Tout cela s'était produit à un moment bien particulier : quelques jours après qu'elle m'ait annoncé qu'elle passerait des vacances en France, destination décidée sans m'en parler
[pour des raisons entendables]. Ainsi, bien plus tôt que je l'imaginais, elle m'offrait la possibilité aussi folle qu'attirante de nous rencontrer physiquement. Je pressentis immédiatement que l'équilibre entre cette relation et ma vie conjugale allait être quelque peu chahuté par cette opportunité très alléchante. Le contexte était donc chargé et nous en avions conclu que la tension, peut-être trop forte, avait pu causer notre dispute. Un de ses amis avait même hasardé qu'il y avait probablement là une tentative inconsciente de sabotage...

Rapidement tout cela a été "oublié" puisque j'ai été happé par un choix crucial : soit profiter de son voyage en France, soit laisser passer cette chance extraordinaire de nous rencontrer. J'ai fait le choix du coeur et il y eut la rencontre, qui m'a enchanté et ébloui. Un acte déterminant, engageant. Souvenir indélébile, riche de promesses.

Envisageait-elle réellement une suite ? J'ai eu l'impression de la suprendre un peu quand je lui ai proposé, six mois plus tard, un voyage chez elle. Ce séjour fut d'une grande douceur, et me permis d'affirmer mes choix.

Les difficultés ont recommencé quand, inquiet, j'ai constaté les conséquences concrètes de cette relation parallèle sur ma vie de couple. Ayant dû quitter le domicile familial j'apprenais la solitude et avais besoin d'être rassuré dans ce moment délicat. La plupart du temps mon amie se montrait présente et attentive mais il est parfois arrivé que mes doutes me soient renvoyés à la figure sans ménagement. J'en suis venu à les taire, pour ne pas susciter l'ire de cette sauvageonne dont je ne reconnaissais plus les qualités d'ouverture. J'en souffrais. Je me sentais un peu abandonné. J'aurais voulu davantage. Alors est venu le temps des jugements et des reproches : « avec toi c'est jamais assez ! », me répétait-elle, puis « tu m'aimes trop ! ». Manifestement j'étouffais ma partenaire avec mes demandes. Choc des névroses avec, de plus en plus clair, ce refus de se sentir responsable de quoi que ce soit dans nos difficultés. Une réaction en partie compréhensible puisque les complexités découlant de ma relation de couple ne pouvaient être résolues que par moi.

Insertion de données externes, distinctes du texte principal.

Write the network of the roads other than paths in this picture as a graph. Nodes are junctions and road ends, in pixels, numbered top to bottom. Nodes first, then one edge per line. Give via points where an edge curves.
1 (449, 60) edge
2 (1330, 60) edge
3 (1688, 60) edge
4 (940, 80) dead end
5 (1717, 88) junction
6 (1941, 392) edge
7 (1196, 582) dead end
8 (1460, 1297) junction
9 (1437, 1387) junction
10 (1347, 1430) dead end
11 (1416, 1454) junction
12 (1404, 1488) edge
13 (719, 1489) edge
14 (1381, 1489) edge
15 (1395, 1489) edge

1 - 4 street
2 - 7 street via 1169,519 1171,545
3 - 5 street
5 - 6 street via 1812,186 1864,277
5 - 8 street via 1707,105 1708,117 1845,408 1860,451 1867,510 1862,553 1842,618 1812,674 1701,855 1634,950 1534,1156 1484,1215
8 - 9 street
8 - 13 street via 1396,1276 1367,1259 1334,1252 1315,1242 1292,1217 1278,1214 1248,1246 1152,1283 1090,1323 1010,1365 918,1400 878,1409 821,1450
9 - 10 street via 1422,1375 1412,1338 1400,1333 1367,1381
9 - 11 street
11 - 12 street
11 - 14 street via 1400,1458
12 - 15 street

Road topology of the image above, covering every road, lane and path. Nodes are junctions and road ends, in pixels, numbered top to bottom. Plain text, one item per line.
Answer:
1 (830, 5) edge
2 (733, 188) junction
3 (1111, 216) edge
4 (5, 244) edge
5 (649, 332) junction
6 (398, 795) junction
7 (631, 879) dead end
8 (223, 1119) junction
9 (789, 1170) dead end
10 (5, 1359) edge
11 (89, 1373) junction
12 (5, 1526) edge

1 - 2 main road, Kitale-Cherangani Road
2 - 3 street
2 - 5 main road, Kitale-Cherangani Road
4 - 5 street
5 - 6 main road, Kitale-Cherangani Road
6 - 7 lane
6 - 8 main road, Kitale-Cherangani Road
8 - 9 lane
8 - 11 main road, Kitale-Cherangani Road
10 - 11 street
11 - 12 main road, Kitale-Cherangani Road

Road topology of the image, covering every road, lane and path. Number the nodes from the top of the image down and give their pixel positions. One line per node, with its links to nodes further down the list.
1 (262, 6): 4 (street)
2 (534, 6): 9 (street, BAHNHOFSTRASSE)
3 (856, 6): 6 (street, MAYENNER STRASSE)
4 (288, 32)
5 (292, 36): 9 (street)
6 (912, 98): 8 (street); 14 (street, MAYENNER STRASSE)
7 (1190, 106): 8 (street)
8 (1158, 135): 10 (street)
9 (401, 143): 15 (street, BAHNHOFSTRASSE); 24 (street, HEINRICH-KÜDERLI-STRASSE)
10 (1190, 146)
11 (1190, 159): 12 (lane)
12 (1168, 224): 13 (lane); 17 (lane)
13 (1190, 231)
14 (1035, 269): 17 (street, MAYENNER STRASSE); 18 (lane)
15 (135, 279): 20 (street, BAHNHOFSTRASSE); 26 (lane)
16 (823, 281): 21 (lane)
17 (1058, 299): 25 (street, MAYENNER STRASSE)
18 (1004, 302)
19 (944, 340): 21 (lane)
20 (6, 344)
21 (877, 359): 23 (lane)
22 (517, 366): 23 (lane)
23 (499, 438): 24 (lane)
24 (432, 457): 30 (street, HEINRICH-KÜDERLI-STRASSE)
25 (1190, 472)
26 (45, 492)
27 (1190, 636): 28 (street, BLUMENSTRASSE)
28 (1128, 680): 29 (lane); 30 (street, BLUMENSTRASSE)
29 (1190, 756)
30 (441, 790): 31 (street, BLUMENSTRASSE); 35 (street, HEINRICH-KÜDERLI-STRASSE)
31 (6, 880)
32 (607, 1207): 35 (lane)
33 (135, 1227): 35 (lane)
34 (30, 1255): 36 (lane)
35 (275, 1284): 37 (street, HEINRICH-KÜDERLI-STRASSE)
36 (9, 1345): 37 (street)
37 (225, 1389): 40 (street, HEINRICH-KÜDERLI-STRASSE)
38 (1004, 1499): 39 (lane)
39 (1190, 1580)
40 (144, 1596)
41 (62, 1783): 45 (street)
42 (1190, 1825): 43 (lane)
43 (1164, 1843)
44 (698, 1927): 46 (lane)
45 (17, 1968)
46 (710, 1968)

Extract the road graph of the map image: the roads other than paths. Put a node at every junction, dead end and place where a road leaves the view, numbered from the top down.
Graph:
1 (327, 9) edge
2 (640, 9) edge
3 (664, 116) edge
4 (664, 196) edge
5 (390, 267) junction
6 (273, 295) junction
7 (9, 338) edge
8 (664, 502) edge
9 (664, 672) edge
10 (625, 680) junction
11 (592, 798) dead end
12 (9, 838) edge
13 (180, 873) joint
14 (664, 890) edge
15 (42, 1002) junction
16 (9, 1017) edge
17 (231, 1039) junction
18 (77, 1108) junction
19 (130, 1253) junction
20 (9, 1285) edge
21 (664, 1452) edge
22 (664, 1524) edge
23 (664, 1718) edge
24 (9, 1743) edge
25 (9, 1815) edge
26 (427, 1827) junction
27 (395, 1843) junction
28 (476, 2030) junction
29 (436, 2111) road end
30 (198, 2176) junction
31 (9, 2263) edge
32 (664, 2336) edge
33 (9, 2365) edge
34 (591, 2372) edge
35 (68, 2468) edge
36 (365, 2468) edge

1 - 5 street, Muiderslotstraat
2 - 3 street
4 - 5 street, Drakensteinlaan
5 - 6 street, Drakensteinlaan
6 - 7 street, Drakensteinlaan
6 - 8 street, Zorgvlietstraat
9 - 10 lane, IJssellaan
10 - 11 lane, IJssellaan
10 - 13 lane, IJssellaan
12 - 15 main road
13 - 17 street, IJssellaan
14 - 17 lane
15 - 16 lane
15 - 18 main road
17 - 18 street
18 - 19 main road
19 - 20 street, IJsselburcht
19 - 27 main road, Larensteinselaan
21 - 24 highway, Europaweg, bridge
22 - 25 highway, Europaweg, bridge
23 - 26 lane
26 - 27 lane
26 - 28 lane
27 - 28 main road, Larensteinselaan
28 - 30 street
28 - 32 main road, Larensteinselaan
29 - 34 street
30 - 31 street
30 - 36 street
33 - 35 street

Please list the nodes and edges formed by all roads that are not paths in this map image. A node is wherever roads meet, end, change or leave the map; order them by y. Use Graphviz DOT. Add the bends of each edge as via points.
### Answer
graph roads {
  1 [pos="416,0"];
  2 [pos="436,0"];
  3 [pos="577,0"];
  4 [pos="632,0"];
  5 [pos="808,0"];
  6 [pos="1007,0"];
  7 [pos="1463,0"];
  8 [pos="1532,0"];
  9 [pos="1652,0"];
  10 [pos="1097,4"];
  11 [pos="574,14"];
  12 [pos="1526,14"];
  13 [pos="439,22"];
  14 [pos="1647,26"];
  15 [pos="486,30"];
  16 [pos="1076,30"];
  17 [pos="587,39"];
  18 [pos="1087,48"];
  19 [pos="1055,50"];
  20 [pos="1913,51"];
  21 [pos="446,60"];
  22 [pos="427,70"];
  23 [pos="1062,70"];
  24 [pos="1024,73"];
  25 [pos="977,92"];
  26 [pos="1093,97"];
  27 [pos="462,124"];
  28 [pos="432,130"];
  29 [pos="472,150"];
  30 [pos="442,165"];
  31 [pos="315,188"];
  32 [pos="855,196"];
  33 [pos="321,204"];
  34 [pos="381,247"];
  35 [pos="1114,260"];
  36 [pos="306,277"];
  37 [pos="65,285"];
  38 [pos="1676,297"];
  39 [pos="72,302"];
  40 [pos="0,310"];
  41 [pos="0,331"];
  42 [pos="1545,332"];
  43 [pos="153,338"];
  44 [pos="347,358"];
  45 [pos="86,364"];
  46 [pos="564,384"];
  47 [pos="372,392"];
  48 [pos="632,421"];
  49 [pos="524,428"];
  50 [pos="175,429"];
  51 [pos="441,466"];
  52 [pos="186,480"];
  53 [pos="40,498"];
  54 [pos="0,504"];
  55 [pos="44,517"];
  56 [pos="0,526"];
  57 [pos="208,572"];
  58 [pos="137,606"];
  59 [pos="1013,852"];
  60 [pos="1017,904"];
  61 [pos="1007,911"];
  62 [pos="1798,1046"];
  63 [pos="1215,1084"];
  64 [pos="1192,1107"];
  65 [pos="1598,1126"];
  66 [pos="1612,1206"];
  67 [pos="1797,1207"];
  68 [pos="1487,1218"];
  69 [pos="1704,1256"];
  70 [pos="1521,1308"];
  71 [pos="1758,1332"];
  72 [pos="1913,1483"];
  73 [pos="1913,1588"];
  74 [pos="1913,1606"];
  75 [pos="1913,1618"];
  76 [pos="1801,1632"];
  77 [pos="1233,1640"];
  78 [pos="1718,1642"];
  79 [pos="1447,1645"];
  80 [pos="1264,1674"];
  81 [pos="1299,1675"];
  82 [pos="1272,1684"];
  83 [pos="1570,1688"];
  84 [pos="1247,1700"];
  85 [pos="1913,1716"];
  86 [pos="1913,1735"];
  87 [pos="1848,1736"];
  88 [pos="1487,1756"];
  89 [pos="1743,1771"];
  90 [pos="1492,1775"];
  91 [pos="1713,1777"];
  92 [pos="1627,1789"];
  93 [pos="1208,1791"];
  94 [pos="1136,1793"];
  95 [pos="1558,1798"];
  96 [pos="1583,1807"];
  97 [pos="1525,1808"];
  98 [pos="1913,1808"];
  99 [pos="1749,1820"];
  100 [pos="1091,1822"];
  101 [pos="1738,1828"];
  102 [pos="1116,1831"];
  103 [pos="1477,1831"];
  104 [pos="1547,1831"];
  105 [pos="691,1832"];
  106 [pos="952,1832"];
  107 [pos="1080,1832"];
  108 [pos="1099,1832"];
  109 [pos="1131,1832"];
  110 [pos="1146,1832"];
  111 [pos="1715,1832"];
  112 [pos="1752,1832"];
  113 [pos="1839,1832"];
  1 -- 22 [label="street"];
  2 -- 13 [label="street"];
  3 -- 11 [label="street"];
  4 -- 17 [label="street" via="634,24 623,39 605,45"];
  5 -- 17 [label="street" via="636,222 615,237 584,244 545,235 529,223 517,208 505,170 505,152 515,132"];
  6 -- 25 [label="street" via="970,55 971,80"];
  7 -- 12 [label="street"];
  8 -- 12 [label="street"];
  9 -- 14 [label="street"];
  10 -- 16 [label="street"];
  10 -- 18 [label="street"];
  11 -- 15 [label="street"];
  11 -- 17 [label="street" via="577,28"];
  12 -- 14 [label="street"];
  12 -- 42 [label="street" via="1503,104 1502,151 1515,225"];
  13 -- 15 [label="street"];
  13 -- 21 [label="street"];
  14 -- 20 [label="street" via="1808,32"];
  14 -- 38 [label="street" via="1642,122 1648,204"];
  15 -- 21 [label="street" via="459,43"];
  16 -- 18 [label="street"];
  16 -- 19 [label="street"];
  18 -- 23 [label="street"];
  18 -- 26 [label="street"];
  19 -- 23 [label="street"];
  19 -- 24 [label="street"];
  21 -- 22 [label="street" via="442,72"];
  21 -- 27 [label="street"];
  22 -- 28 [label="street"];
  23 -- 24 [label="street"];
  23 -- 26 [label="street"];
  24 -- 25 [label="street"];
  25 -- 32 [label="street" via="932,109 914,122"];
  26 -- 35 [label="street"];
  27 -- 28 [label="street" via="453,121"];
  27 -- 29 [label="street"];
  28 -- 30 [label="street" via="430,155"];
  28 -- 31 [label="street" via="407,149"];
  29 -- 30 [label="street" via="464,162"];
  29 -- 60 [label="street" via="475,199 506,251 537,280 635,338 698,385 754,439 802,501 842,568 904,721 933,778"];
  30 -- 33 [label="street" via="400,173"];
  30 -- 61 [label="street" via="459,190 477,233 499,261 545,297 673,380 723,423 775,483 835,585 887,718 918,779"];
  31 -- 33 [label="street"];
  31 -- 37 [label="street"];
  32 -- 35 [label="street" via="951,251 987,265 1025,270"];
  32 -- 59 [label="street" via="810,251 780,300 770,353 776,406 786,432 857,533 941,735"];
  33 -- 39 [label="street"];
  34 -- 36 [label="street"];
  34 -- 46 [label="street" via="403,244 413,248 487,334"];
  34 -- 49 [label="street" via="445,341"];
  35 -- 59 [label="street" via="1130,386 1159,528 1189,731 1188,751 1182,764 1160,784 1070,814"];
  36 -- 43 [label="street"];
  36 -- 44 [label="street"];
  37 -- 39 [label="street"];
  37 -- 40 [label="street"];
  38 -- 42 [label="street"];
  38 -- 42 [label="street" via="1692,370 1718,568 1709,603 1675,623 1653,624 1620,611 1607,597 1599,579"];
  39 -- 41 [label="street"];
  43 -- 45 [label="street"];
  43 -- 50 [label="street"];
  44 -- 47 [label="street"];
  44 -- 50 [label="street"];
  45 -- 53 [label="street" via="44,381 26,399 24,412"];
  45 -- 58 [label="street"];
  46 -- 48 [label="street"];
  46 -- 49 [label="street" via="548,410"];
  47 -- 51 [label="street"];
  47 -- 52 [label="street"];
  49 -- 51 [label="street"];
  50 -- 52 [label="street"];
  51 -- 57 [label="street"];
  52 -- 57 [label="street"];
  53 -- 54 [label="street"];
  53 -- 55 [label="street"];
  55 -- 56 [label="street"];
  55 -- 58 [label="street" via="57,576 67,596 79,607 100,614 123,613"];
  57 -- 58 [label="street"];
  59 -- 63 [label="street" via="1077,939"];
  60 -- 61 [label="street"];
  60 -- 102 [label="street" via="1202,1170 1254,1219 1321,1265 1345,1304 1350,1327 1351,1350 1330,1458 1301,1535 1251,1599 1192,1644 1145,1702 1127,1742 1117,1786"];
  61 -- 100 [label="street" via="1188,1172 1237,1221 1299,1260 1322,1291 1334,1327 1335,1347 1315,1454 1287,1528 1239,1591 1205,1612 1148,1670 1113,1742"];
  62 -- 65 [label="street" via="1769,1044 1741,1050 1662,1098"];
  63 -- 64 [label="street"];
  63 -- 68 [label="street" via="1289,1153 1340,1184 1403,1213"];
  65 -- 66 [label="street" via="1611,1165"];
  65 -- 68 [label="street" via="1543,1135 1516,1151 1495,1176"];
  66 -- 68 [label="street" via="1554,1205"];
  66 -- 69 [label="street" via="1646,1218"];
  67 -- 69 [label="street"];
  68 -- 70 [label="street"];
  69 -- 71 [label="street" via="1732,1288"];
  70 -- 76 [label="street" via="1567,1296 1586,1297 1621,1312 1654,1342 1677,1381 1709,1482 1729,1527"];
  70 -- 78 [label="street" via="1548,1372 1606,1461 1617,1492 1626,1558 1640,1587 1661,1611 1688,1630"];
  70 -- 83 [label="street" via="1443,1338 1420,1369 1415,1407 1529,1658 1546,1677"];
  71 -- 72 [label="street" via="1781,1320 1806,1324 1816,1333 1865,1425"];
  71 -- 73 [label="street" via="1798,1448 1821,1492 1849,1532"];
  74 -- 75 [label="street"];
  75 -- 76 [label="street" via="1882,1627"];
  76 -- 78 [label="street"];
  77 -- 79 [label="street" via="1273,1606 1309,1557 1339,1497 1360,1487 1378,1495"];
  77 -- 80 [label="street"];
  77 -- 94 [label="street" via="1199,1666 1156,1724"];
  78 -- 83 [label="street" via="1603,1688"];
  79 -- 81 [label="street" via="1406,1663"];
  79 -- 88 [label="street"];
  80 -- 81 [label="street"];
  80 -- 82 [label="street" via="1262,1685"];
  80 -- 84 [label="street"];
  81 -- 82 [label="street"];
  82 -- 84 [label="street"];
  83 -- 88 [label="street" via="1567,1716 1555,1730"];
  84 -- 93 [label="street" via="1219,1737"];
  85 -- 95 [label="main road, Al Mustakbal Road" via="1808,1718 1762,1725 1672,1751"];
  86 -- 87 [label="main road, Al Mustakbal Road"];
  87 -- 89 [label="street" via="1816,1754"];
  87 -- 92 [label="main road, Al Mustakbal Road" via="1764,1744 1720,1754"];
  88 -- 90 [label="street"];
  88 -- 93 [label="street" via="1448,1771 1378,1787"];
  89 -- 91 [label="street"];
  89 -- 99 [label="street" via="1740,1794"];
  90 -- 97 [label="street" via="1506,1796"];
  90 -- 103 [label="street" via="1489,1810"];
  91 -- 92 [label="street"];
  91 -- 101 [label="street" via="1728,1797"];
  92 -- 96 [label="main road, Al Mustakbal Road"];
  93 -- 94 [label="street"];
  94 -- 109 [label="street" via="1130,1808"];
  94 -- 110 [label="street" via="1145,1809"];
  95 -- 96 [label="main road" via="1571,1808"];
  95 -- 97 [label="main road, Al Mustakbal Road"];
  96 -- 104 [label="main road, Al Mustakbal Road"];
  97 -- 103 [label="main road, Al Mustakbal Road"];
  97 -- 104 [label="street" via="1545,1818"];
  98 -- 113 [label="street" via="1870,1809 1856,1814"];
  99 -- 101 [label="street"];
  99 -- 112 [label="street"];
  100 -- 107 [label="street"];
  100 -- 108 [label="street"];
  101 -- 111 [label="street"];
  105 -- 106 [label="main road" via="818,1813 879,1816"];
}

Tout ça je ne l'ai pas vraiment compris sur le moment. Égoïstement j'espérais une aide supérieure à ce qui pouvait m'être offert. Et objectivement je n'étais pas vraiment "disponible", tout préoccupé que j'étais par ce qui se déchirait en parallèle dans mon couple...

Mes remarque, probablement teintées d'amertume, semblaient être perçues comme des reproches et refusées illico. J'avais la très désagréable impression que tout était de ma faute. Tendance à la culpabilisation de mon côté, à la refuser du sien : la confrontation ne pouvait qu'être délétère. Je me sentais de moins en moins accepté, pas vraiment entendu, et cela renforçait mes doutes. Je m'affaiblissais. Énormément frustré par ces difficultés à répétition à être dans un dialogue égalitaire et libre, je m'épanchais sur ce journal, sous son regard, espérant toucher une fibre sensible...

Je ne crois pas que mon amie était réellement imperméable au sentiment de culpabilité. Je pense même qu'il s'agissait du contraire. Mais c'est comme si elle avait installé un écran de protection. Je suppose que son conflit intérieur a été trop pénible et que la meilleure façon de le résoudre fut de mettre rapidement un terme à ce qui le rendait trop fort. Sans trop d'explications. En coupant le lien elle a fait disparaître la source d'une insupportable culpabilité.

À ce jour, c'est l'hypothèse qui me parait la plus plausible pour expliquer ce qui, sans cela, ne peut rester pour moi qu'à l'état d'énigme.